Karoby Shihab | Published: 22:20, Jan 12,2020

 
 

Participants, along with organisers and guests, inaugurate ‘6th Dhaka International Conference on Women in Cinema’ at Samson H Chowdhury Centre of Dhaka Club on Sunday. — Abdullah Apu

To improve the standard and content of women-based films and facilitate interaction among women involved in the film industry across the globe a two-day conference named ‘6th Dhaka International Conference on Women in Cinema’ began at Samson H Chowdhury Centre of Dhaka Club on Sunday.

The conference has been organised by Rainbow Film Society as part of the on-going 18th Dhaka International Film Festival 2020, which began in Dhaka on Saturday.

Trainer, writer and consultant Sydney Levine from the USA, Polish filmmaker Joanna Kos-Krauze, Australian actor and filmmaker Robyn Hughan, Indian journalist and film critic Meenakshi Shedde, Iranian distributor and producer Elaheh Nobakht, South Korean actress Su Gyeoung Lee, professor of the department of mass communication and journalism of Dhaka University Gitiara Nasreen and others are attending the conference.

Artistes of dance troupe Sadhona lifted the curtain on the two-day conference presenting a group dance recital.

Dancers paid tribute to five poets namely Rabindranath Tagore, Kazi Nazrul Islam, Jasimuddin, Atul Prasad Sen and Dwijendralal Ray.

Naeema Quayes, wife of late diplomat Mijarul Quayes, was present at the opening ceremony as chief guest. The ceremony was presided over by the chairperson of the Dhaka International Film Festival Kishwar Kamal.

The guests inaugurated the event by lighting a lamp.

‘I thank the organisers for inviting me to the event again. I am attending the conference for the third time. Besides participants from around the world, I expect more local filmmakers, writers or students to attend the conference. We are here to share information with everyone,’ said Sydney Levine.

‘When I started my journey in the film industry as a co-director in 2004 with my late husband Krzysztof Krauze in Poland, people weren’t ready to accept a woman as a director. But the scenario has been changing gradually. Now-a-days half of the filmmakers in Poland are women. But we still have to struggle to get budget for films,’ said Joanna Kos-Krauze.

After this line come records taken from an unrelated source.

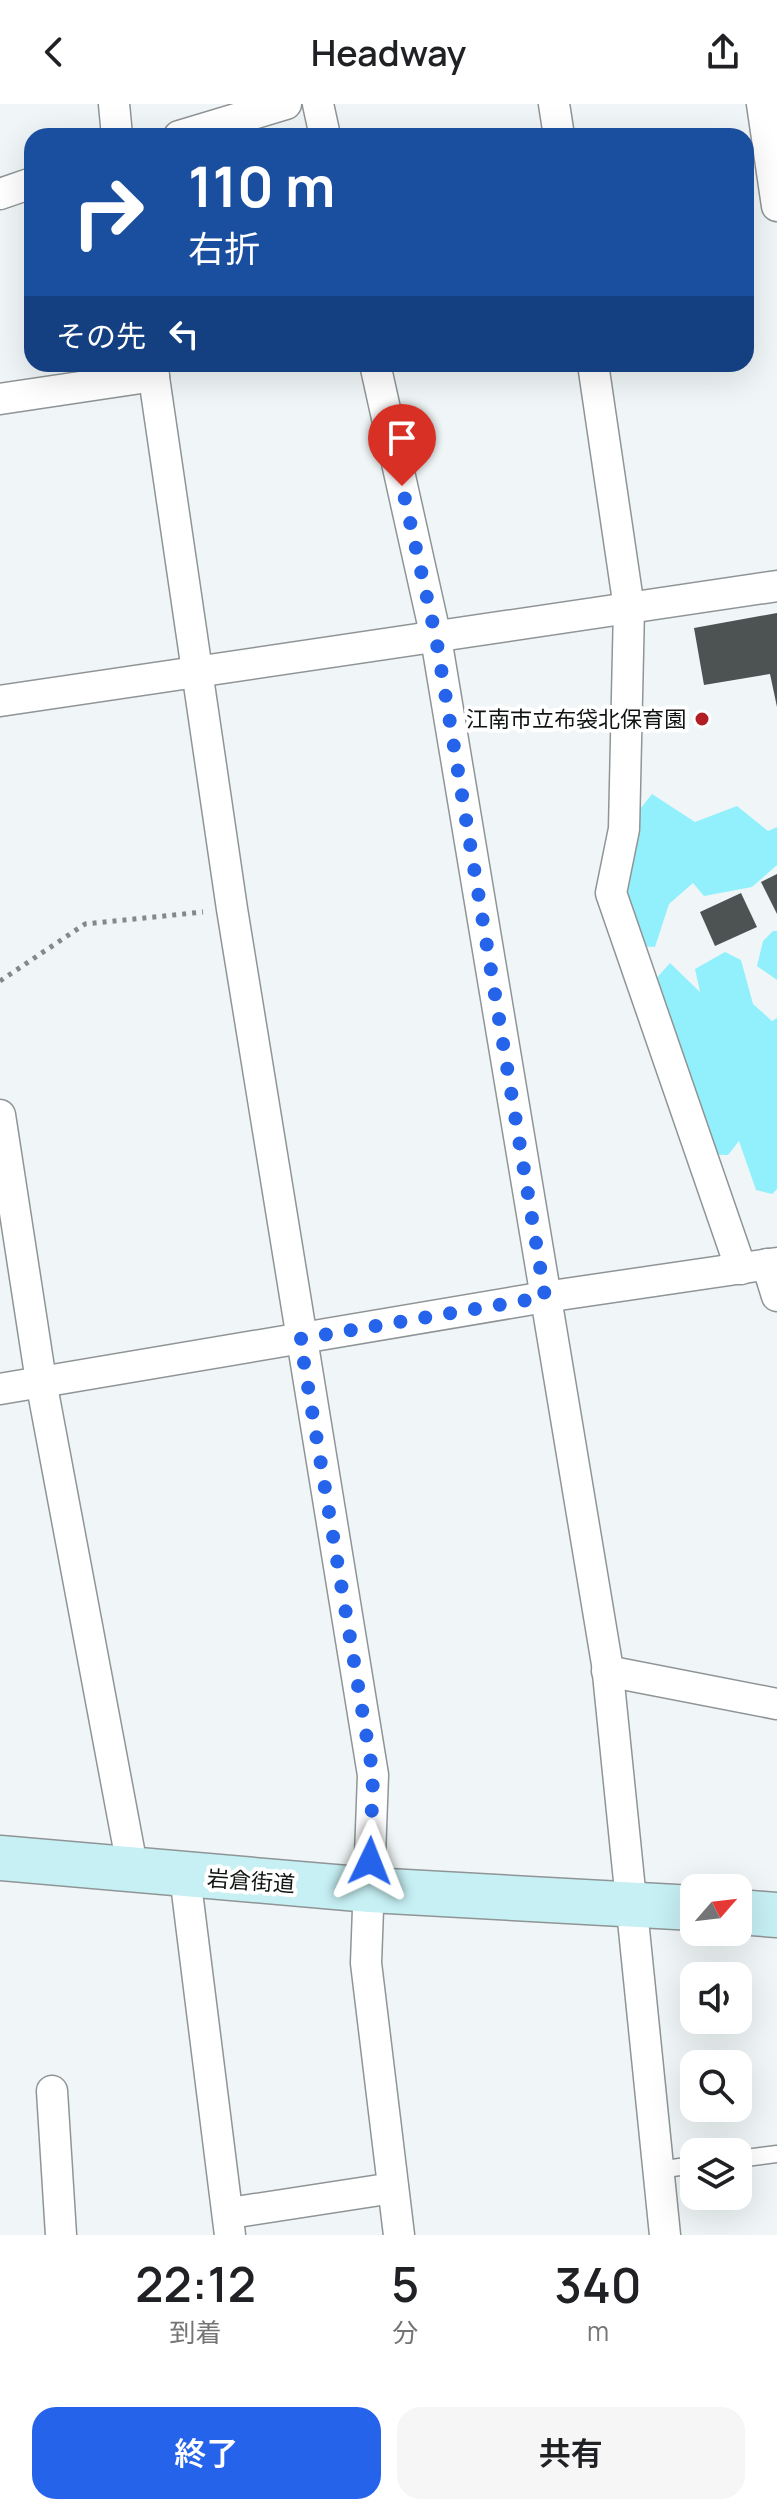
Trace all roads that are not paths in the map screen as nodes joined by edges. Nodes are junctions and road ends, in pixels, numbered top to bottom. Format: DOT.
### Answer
graph roads {
  1 [pos="114,104"];
  2 [pos="286,104"];
  3 [pos="318,104"];
  4 [pos="554,104"];
  5 [pos="762,104"];
  6 [pos="116,128"];
  7 [pos="206,128"];
  8 [pos="323,128"];
  9 [pos="558,128"];
  10 [pos="24,186"];
  11 [pos="0,194"];
  12 [pos="777,206"];
  13 [pos="142,372"];
  14 [pos="153,372"];
  15 [pos="377,372"];
  16 [pos="594,372"];
  17 [pos="0,399"];
  18 [pos="777,586"];
  19 [pos="629,608"];
  20 [pos="436,638"];
  21 [pos="195,670"];
  22 [pos="0,701"];
  23 [pos="0,1115"];
  24 [pos="762,1265"];
  25 [pos="777,1296"];
  26 [pos="545,1297"];
  27 [pos="300,1339"];
  28 [pos="41,1381"];
  29 [pos="0,1389"];
  30 [pos="607,1671"];
  31 [pos="777,1704"];
  32 [pos="0,1858"];
  33 [pos="133,1871"];
  34 [pos="185,1876"];
  35 [pos="370,1890"];
  36 [pos="629,1903"];
  37 [pos="680,1907"];
  38 [pos="752,1913"];
  39 [pos="777,1915"];
  40 [pos="52,2091"];
  41 [pos="777,2154"];
  42 [pos="752,2157"];
  43 [pos="680,2167"];
  44 [pos="658,2170"];
  45 [pos="393,2188"];
  46 [pos="230,2224"];
  47 [pos="61,2235"];
  48 [pos="399,2235"];
  49 [pos="665,2235"];
  1 -- 6 [label="street"];
  2 -- 7 [label="street"];
  3 -- 8 [label="street"];
  4 -- 9 [label="street"];
  5 -- 12 [label="street"];
  10 -- 11 [label="street"];
  13 -- 17 [label="street"];
  14 -- 21 [label="street"];
  15 -- 20 [label="street"];
  16 -- 19 [label="street"];
  18 -- 19 [label="street"];
  19 -- 20 [label="street"];
  19 -- 24 [label="street"];
  20 -- 21 [label="street"];
  20 -- 26 [label="street"];
  21 -- 22 [label="street"];
  21 -- 27 [label="street"];
  23 -- 28 [label="street"];
  24 -- 25 [label="street"];
  24 -- 26 [label="street"];
  26 -- 27 [label="street"];
  26 -- 30 [label="street"];
  27 -- 28 [label="street"];
  27 -- 35 [label="street"];
  28 -- 29 [label="street"];
  28 -- 33 [label="street"];
  30 -- 31 [label="street"];
  30 -- 36 [label="street"];
  32 -- 33 [label="street, 岩倉街道"];
  33 -- 34 [label="street, 岩倉街道"];
  34 -- 35 [label="street, 岩倉街道"];
  34 -- 46 [label="street"];
  35 -- 36 [label="street, 岩倉街道"];
  35 -- 45 [label="street"];
  36 -- 37 [label="street, 岩倉街道"];
  36 -- 44 [label="street"];
  38 -- 39 [label="street"];
  40 -- 47 [label="street"];
  41 -- 42 [label="lane"];
  43 -- 44 [label="lane"];
  44 -- 49 [label="street"];
  45 -- 46 [label="street"];
  45 -- 48 [label="street"];
}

Besides the inaugural ceremony, three more sessions were conducted by local and foreign guests on the opening day where participants discussed about issues like Bangladeshi women’s contribution in technical fields of the film industry, depiction of refugee women breadwinners in post-partition Bengali film and others.

Discussants also took part in Q-A sessions.

The conference will end today. The concluding day will feature sessions namely ‘Recognition of Women Professionals: on and off the lens… Bangladesh perspective’, ‘Hard Won Lessons’, ‘New Trends in Feminist Films from South Asia’ and a closing ceremony.